Start of RECORDS PROVIDED

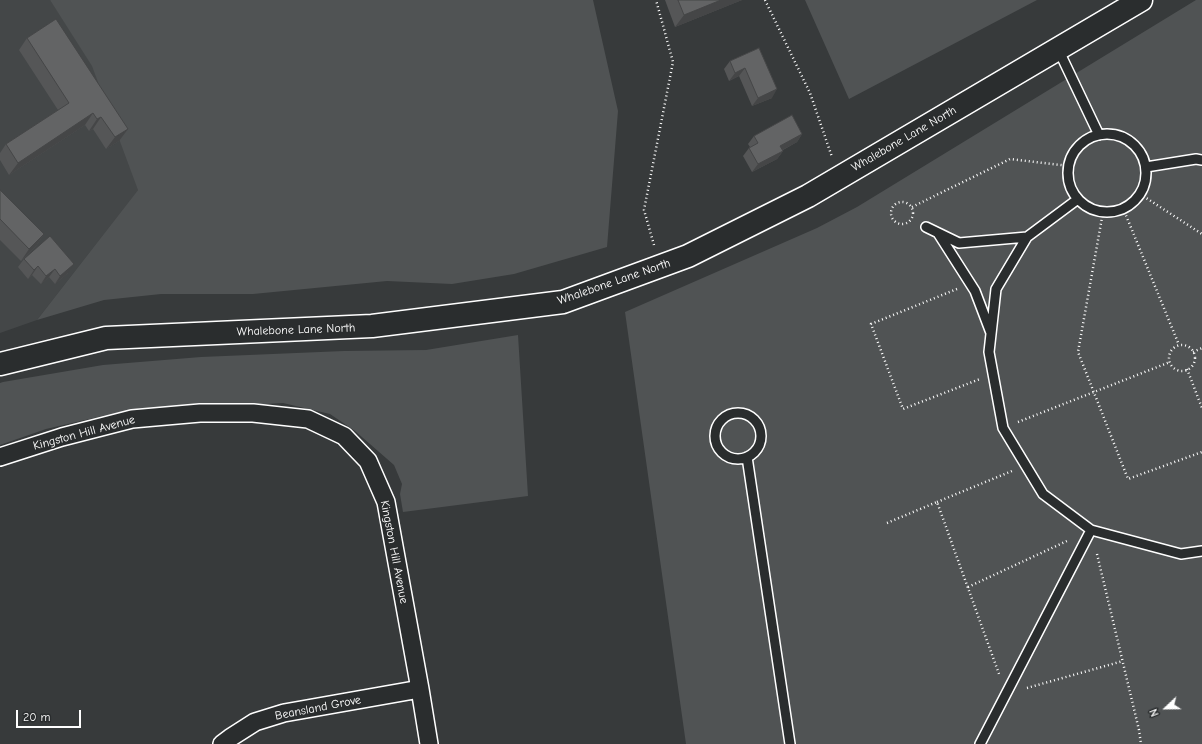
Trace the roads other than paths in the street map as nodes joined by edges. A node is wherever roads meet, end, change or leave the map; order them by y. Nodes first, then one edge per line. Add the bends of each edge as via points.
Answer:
1 (1141, 0) edge
2 (1058, 49) junction
3 (1099, 135) junction
4 (1202, 160) edge
5 (1146, 167) junction
6 (1078, 199) junction
7 (926, 227) dead end
8 (938, 233) junction
9 (1027, 237) junction
10 (991, 334) junction
11 (0, 364) edge
12 (0, 457) edge
13 (747, 457) junction
14 (1091, 530) junction
15 (1202, 551) edge
16 (420, 689) junction
17 (222, 744) edge
18 (429, 744) edge
19 (790, 744) edge
20 (980, 744) edge

1 - 2 main road, Whalebone Lane North
2 - 3 lane
2 - 11 main road, Whalebone Lane North via 808,196 688,256 563,302 372,326 106,338
3 - 5 lane via 1119,136 1131,142 1140,152
3 - 6 lane via 1080,146 1069,166 1071,188
4 - 5 lane
5 - 6 lane via 1146,181 1140,194 1131,204 1117,211 1094,210
6 - 9 lane
7 - 8 lane
8 - 9 lane via 959,242
8 - 10 lane via 975,291
9 - 10 lane via 996,289
10 - 14 lane via 989,352 1003,428 1043,494
12 - 16 street, Kingston Hill Avenue via 62,437 132,419 200,413 253,412 308,419 344,436 368,461 386,502
13 - 13 lane via 730,458 723,454 716,444 716,428 724,417 731,413 747,414 760,427 760,444 754,453
13 - 19 lane
14 - 15 lane via 1181,554
14 - 20 lane
16 - 17 street, Beansland Grove via 284,712 254,722
16 - 18 street, Kingston Hill Avenue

End of RECORDS PROVIDED

EXERCISE AIM:
The records above should be output exactly, but without any of their pictures.

REPLY TO THE EXERCISE:
Trace the roads other than paths in the street map as nodes joined by edges. A node is wherever roads meet, end, change or leave the map; order them by y. Nodes first, then one edge per line. Add the bends of each edge as via points.
Answer:
1 (1141, 0) edge
2 (1058, 49) junction
3 (1099, 135) junction
4 (1202, 160) edge
5 (1146, 167) junction
6 (1078, 199) junction
7 (926, 227) dead end
8 (938, 233) junction
9 (1027, 237) junction
10 (991, 334) junction
11 (0, 364) edge
12 (0, 457) edge
13 (747, 457) junction
14 (1091, 530) junction
15 (1202, 551) edge
16 (420, 689) junction
17 (222, 744) edge
18 (429, 744) edge
19 (790, 744) edge
20 (980, 744) edge

1 - 2 main road, Whalebone Lane North
2 - 3 lane
2 - 11 main road, Whalebone Lane North via 808,196 688,256 563,302 372,326 106,338
3 - 5 lane via 1119,136 1131,142 1140,152
3 - 6 lane via 1080,146 1069,166 1071,188
4 - 5 lane
5 - 6 lane via 1146,181 1140,194 1131,204 1117,211 1094,210
6 - 9 lane
7 - 8 lane
8 - 9 lane via 959,242
8 - 10 lane via 975,291
9 - 10 lane via 996,289
10 - 14 lane via 989,352 1003,428 1043,494
12 - 16 street, Kingston Hill Avenue via 62,437 132,419 200,413 253,412 308,419 344,436 368,461 386,502
13 - 13 lane via 730,458 723,454 716,444 716,428 724,417 731,413 747,414 760,427 760,444 754,453
13 - 19 lane
14 - 15 lane via 1181,554
14 - 20 lane
16 - 17 street, Beansland Grove via 284,712 254,722
16 - 18 street, Kingston Hill Avenue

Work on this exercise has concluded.